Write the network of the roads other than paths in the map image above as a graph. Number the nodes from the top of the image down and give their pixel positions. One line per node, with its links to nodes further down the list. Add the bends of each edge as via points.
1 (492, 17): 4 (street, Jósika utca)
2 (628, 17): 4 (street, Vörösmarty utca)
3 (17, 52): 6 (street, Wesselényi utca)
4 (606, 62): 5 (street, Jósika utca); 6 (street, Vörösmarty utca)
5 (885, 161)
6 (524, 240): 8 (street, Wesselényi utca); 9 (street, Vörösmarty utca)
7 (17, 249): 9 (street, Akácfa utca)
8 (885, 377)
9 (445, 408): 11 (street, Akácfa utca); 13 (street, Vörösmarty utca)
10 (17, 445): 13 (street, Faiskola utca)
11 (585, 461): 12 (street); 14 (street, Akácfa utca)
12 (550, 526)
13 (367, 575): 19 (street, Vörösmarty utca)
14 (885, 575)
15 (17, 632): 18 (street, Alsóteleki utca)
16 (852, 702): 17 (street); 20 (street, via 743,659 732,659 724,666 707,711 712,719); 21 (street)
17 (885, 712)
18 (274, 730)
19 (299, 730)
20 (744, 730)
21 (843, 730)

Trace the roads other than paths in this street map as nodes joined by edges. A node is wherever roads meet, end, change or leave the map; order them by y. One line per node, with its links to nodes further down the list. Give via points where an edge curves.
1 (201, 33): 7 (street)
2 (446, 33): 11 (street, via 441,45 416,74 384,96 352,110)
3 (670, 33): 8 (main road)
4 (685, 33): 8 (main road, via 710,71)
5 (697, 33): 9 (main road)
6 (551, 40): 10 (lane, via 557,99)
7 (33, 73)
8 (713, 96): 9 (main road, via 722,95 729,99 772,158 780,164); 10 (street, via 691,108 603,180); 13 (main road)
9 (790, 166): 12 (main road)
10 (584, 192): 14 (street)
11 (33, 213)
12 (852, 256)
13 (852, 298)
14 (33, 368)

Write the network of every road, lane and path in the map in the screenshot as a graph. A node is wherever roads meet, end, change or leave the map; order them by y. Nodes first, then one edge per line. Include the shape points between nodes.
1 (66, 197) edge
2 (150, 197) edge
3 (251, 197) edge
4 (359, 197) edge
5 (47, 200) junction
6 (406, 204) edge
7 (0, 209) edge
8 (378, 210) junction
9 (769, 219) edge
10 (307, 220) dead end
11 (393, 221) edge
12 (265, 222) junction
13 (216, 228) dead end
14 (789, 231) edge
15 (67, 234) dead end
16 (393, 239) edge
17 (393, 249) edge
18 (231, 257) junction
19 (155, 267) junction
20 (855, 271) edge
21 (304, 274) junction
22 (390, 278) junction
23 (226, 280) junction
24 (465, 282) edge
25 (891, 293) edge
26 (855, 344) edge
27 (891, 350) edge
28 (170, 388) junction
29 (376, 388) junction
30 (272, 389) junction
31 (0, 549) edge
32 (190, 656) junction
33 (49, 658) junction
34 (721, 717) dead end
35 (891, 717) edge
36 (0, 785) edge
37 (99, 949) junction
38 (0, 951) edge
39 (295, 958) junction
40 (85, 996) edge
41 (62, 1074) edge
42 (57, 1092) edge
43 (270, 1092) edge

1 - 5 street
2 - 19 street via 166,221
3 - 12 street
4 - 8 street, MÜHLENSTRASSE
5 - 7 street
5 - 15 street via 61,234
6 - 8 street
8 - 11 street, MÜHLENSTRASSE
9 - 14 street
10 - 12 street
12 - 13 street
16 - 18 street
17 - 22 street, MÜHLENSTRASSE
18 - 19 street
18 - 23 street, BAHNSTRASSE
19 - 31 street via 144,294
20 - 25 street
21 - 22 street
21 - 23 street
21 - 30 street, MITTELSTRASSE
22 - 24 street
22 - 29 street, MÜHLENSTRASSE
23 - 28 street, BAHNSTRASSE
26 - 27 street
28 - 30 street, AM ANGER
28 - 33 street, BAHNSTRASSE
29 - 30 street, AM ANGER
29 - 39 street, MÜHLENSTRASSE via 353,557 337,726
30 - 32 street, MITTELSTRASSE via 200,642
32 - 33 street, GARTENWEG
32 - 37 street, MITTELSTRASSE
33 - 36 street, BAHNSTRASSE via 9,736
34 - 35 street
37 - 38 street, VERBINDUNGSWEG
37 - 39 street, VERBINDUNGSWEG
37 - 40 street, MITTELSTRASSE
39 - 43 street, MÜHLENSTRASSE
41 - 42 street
┄┄┄┄┄┄┄┄┄┄
ACTIVITY
Write out the full listing without altering anything.

ANSWER SECTION
Write the network of the roads other than paths in the map image above as a graph. Number the nodes from the top of the image down and give their pixel positions. One line per node, with its links to nodes further down the list. Add the bends of each edge as via points.
1 (492, 17): 4 (street, Jósika utca)
2 (628, 17): 4 (street, Vörösmarty utca)
3 (17, 52): 6 (street, Wesselényi utca)
4 (606, 62): 5 (street, Jósika utca); 6 (street, Vörösmarty utca)
5 (885, 161)
6 (524, 240): 8 (street, Wesselényi utca); 9 (street, Vörösmarty utca)
7 (17, 249): 9 (street, Akácfa utca)
8 (885, 377)
9 (445, 408): 11 (street, Akácfa utca); 13 (street, Vörösmarty utca)
10 (17, 445): 13 (street, Faiskola utca)
11 (585, 461): 12 (street); 14 (street, Akácfa utca)
12 (550, 526)
13 (367, 575): 19 (street, Vörösmarty utca)
14 (885, 575)
15 (17, 632): 18 (street, Alsóteleki utca)
16 (852, 702): 17 (street); 20 (street, via 743,659 732,659 724,666 707,711 712,719); 21 (street)
17 (885, 712)
18 (274, 730)
19 (299, 730)
20 (744, 730)
21 (843, 730)

Trace the roads other than paths in this street map as nodes joined by edges. A node is wherever roads meet, end, change or leave the map; order them by y. One line per node, with its links to nodes further down the list. Give via points where an edge curves.
1 (201, 33): 7 (street)
2 (446, 33): 11 (street, via 441,45 416,74 384,96 352,110)
3 (670, 33): 8 (main road)
4 (685, 33): 8 (main road, via 710,71)
5 (697, 33): 9 (main road)
6 (551, 40): 10 (lane, via 557,99)
7 (33, 73)
8 (713, 96): 9 (main road, via 722,95 729,99 772,158 780,164); 10 (street, via 691,108 603,180); 13 (main road)
9 (790, 166): 12 (main road)
10 (584, 192): 14 (street)
11 (33, 213)
12 (852, 256)
13 (852, 298)
14 (33, 368)

Write the network of every road, lane and path in the map in the screenshot as a graph. A node is wherever roads meet, end, change or leave the map; order them by y. Nodes first, then one edge per line. Include the shape points between nodes.
1 (66, 197) edge
2 (150, 197) edge
3 (251, 197) edge
4 (359, 197) edge
5 (47, 200) junction
6 (406, 204) edge
7 (0, 209) edge
8 (378, 210) junction
9 (769, 219) edge
10 (307, 220) dead end
11 (393, 221) edge
12 (265, 222) junction
13 (216, 228) dead end
14 (789, 231) edge
15 (67, 234) dead end
16 (393, 239) edge
17 (393, 249) edge
18 (231, 257) junction
19 (155, 267) junction
20 (855, 271) edge
21 (304, 274) junction
22 (390, 278) junction
23 (226, 280) junction
24 (465, 282) edge
25 (891, 293) edge
26 (855, 344) edge
27 (891, 350) edge
28 (170, 388) junction
29 (376, 388) junction
30 (272, 389) junction
31 (0, 549) edge
32 (190, 656) junction
33 (49, 658) junction
34 (721, 717) dead end
35 (891, 717) edge
36 (0, 785) edge
37 (99, 949) junction
38 (0, 951) edge
39 (295, 958) junction
40 (85, 996) edge
41 (62, 1074) edge
42 (57, 1092) edge
43 (270, 1092) edge

1 - 5 street
2 - 19 street via 166,221
3 - 12 street
4 - 8 street, MÜHLENSTRASSE
5 - 7 street
5 - 15 street via 61,234
6 - 8 street
8 - 11 street, MÜHLENSTRASSE
9 - 14 street
10 - 12 street
12 - 13 street
16 - 18 street
17 - 22 street, MÜHLENSTRASSE
18 - 19 street
18 - 23 street, BAHNSTRASSE
19 - 31 street via 144,294
20 - 25 street
21 - 22 street
21 - 23 street
21 - 30 street, MITTELSTRASSE
22 - 24 street
22 - 29 street, MÜHLENSTRASSE
23 - 28 street, BAHNSTRASSE
26 - 27 street
28 - 30 street, AM ANGER
28 - 33 street, BAHNSTRASSE
29 - 30 street, AM ANGER
29 - 39 street, MÜHLENSTRASSE via 353,557 337,726
30 - 32 street, MITTELSTRASSE via 200,642
32 - 33 street, GARTENWEG
32 - 37 street, MITTELSTRASSE
33 - 36 street, BAHNSTRASSE via 9,736
34 - 35 street
37 - 38 street, VERBINDUNGSWEG
37 - 39 street, VERBINDUNGSWEG
37 - 40 street, MITTELSTRASSE
39 - 43 street, MÜHLENSTRASSE
41 - 42 street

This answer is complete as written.